The Viewer window allows you to play footage and navigate to sections you would like to keep. Once you find something you like in the Viewer, press the "[" button and then the "]" button around footage you like. These brackets are called "in points" and "out points" respectively. Press "v" to splice these onto the timeline. Notice also that the timeline has in and out points, so be mindful of these when you are splicing video together. Cinelerra will paste from the Viewer into the timeline according to where the timeline's in point is located. This process, called "Two Screen Editing", can be repeated until you have a finished product. Your movie with edits can be viewed with the Compositor window. If you make mistakes while editing, you can press "z" to undo.

After you have something simple that you like, be sure to save and optionally export your work. First, save your file into something Cinelerra understands. Go to "File" > "Save As" and choose a name like "my_movie.xml". This will save your project for future Cinelerra use. To export your work as a final movie, place brackets on the timeline around the footage you want then select "File" > "Render". You will have a dizzying array of export options to choose from. Lets keep it simple and choose "Raw DV" as the file format. Select the red checkboxes next to the "Render audio" and "Render video" options. The "Insertion Strategy" should be "Insert Nothing". Press "OK" and Cinelerra will create a Raw DV version of your edited movie.

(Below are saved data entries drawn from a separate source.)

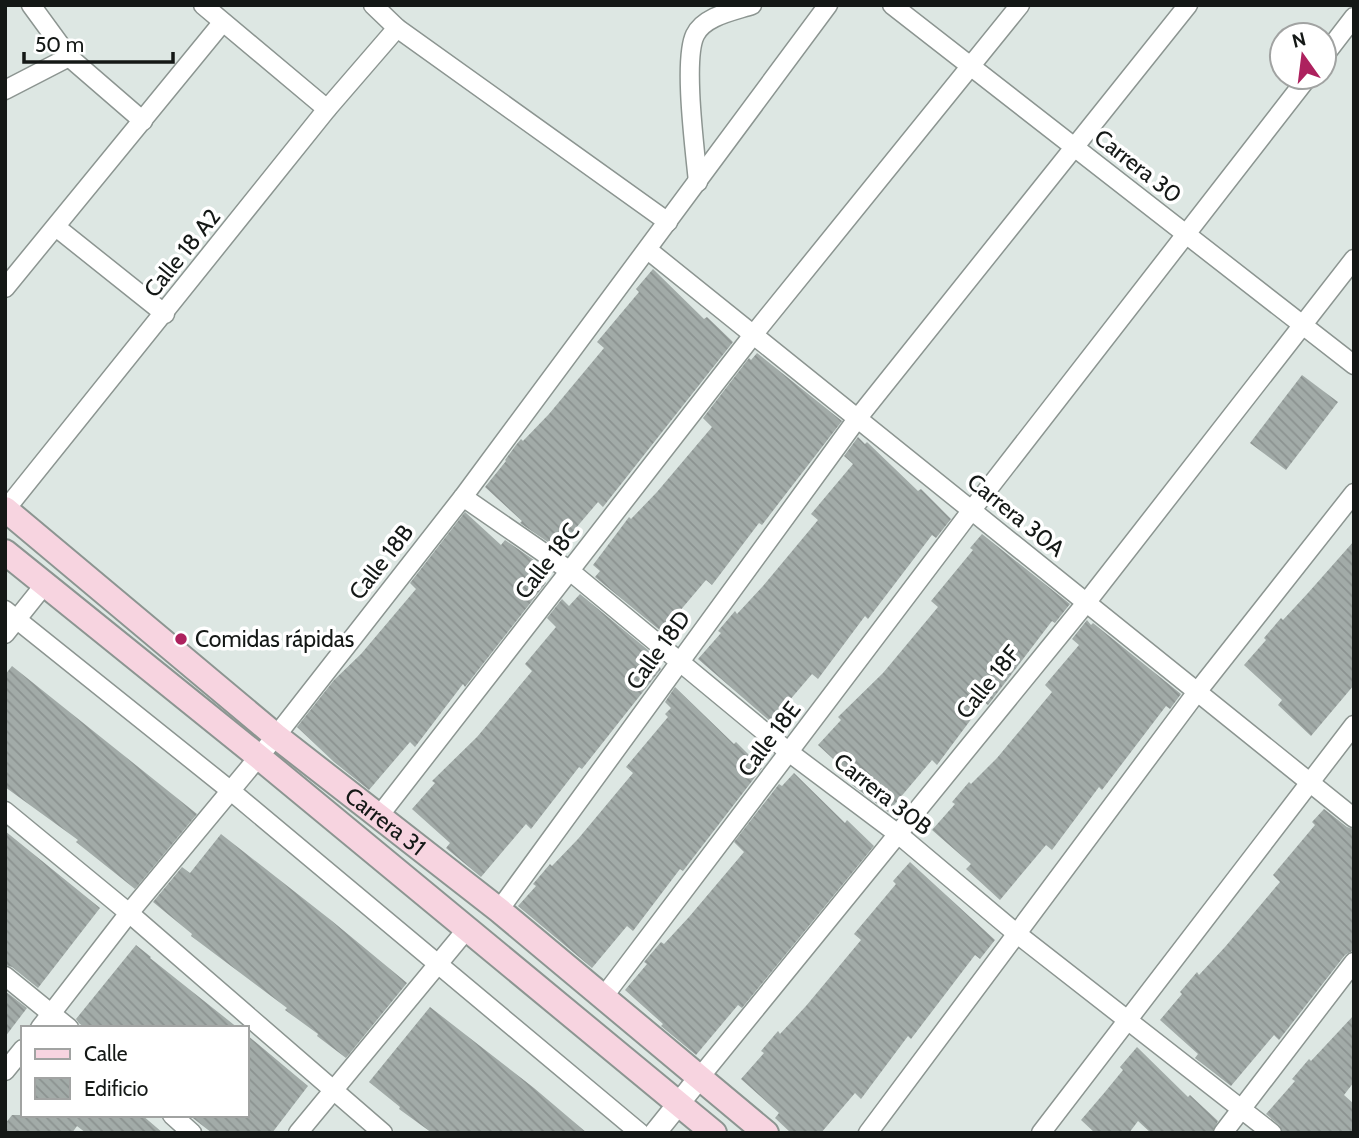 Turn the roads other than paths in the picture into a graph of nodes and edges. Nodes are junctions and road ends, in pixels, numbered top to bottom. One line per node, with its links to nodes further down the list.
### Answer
1 (31, 5): 13 (street)
2 (203, 5): 10 (street)
3 (373, 5): 11 (street)
4 (752, 5): 20 (street)
5 (828, 5): 20 (street, Calle 18B)
6 (892, 5): 14 (street, Carrera 30)
7 (1020, 5): 14 (street, Calle 18C)
8 (1188, 5): 19 (street, Calle 18D)
9 (1354, 17): 12 (street)
10 (222, 23): 17 (street); 18 (street)
11 (397, 28): 17 (street, Calle 18 A2); 21 (street)
12 (1338, 38)
13 (69, 57): 15 (street); 18 (street)
14 (971, 66): 19 (street, Carrera 30); 29 (street, Calle 18C)
15 (5, 90)
16 (1297, 91): 23 (street, Calle 18E)
17 (327, 109): 27 (street, Calle 18 A2)
18 (143, 121): 22 (street)
19 (1075, 148): 23 (street, Carrera 30); 31 (street, Calle 18D)
20 (698, 182): 21 (street, Calle 18B)
21 (668, 222): 24 (street, Calle 18B)
22 (56, 227): 26 (street); 27 (street)
23 (1187, 235): 28 (street, Carrera 30); 35 (street, Calle 18E)
24 (648, 250): 29 (street, Carrera 30A); 33 (street, Calle 18B)
25 (1354, 259): 28 (street, Calle 18F)
26 (5, 288)
27 (165, 313): 34 (street, Calle 18 A2)
28 (1303, 326): 30 (street, Carrera 30); 39 (street, Calle 18F)
29 (753, 335): 31 (street, Carrera 30A); 37 (street, Calle 18C)
30 (1354, 365)
31 (857, 419): 35 (street, Carrera 30A); 42 (street, Calle 18D)
32 (1354, 493): 43 (street)
33 (463, 497): 37 (street, Carrera 30B); 45 (street, Calle 18B)
34 (5, 509): 45 (main road, Carrera 31)
35 (971, 511): 39 (street, Carrera 30A); 46 (street, Calle 18E)
36 (5, 552): 38 (main road, Carrera 31)
37 (570, 570): 42 (street, Carrera 30B); 51 (street, Calle 18C)
38 (45, 584): 40 (street); 47 (main road, Carrera 31)
39 (1086, 603): 43 (street, Carrera 30A); 53 (street, Calle 18F)
40 (11, 614): 41 (street); 49 (street)
41 (5, 634)
42 (680, 662): 46 (street, Carrera 30B); 54 (street, Calle 18D)
43 (1198, 692): 48 (street, Carrera 30A); 57 (street)
44 (1354, 725): 48 (street)
45 (276, 736): 47 (street, Calle 18B); 51 (main road, Carrera 31)
46 (790, 753): 53 (street, Carrera 30B); 61 (street, Calle 18E)
47 (258, 757): 49 (street, Calle 18B); 56 (main road, Carrera 31)
48 (1308, 782): 52 (street, Carrera 30A); 63 (street)
49 (231, 791): 55 (street, Calle 18B); 59 (street)
50 (5, 811): 55 (street)
51 (379, 816): 54 (main road, Carrera 31)
52 (1354, 818)
53 (898, 834): 57 (street, Carrera 30B); 68 (street, Calle 18F)
54 (499, 910): 61 (main road, Carrera 31)
55 (130, 913): 62 (street, Calle 18B); 69 (street)
56 (467, 929): 59 (street); 70 (main road, Carrera 31)
57 (1016, 933): 63 (street, Carrera 30B); 80 (street)
58 (1354, 962): 71 (street)
59 (438, 964): 69 (street); 76 (street)
60 (5, 976): 62 (street)
61 (604, 996): 68 (main road, Carrera 31)
62 (52, 1013): 64 (street, Calle 18B); 65 (street)
63 (1127, 1020): 71 (street, Carrera 30B); 81 (street)
64 (42, 1026)
65 (67, 1026)
66 (21, 1051): 67 (street)
67 (5, 1071)
68 (701, 1077): 70 (street, Calle 18F); 79 (main road, Carrera 31)
69 (333, 1091): 74 (street); 75 (street)
70 (680, 1103): 77 (street, Calle 18F); 78 (main road, Carrera 31)
71 (1242, 1108): 82 (street); 83 (street, Carrera 30B)
72 (174, 1117): 73 (street)
73 (192, 1133)
74 (298, 1133)
75 (383, 1133)
76 (640, 1133)
77 (655, 1133)
78 (714, 1133)
79 (766, 1133)
80 (868, 1133)
81 (1041, 1133)
82 (1223, 1133)
83 (1272, 1133)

We've just been through a crash course of but a fraction of what Cinelerra can do. Cinelerra offers much more than what was just shown. Using the above method, you can quickly create nice videos. As your skills and familiarity with the application grow, you can add multiple video tracks, special effects, music soundtracks, and much much more.

Conclusion

Its important to see the big picture with Cinelerra. When you can drive a car at 300mph you likely wouldn't worry that the engine is loud. By that same light, its important to judge Cinelerra by what it can do less than its quirks. Home users looking to do more with simple video footage will have amazing power at their fingers. Rarely does a software package enable so much to be done. Cinelerra forces you to see the big picture of doing things, so if you get lost in the details you will miss something truly wonderful.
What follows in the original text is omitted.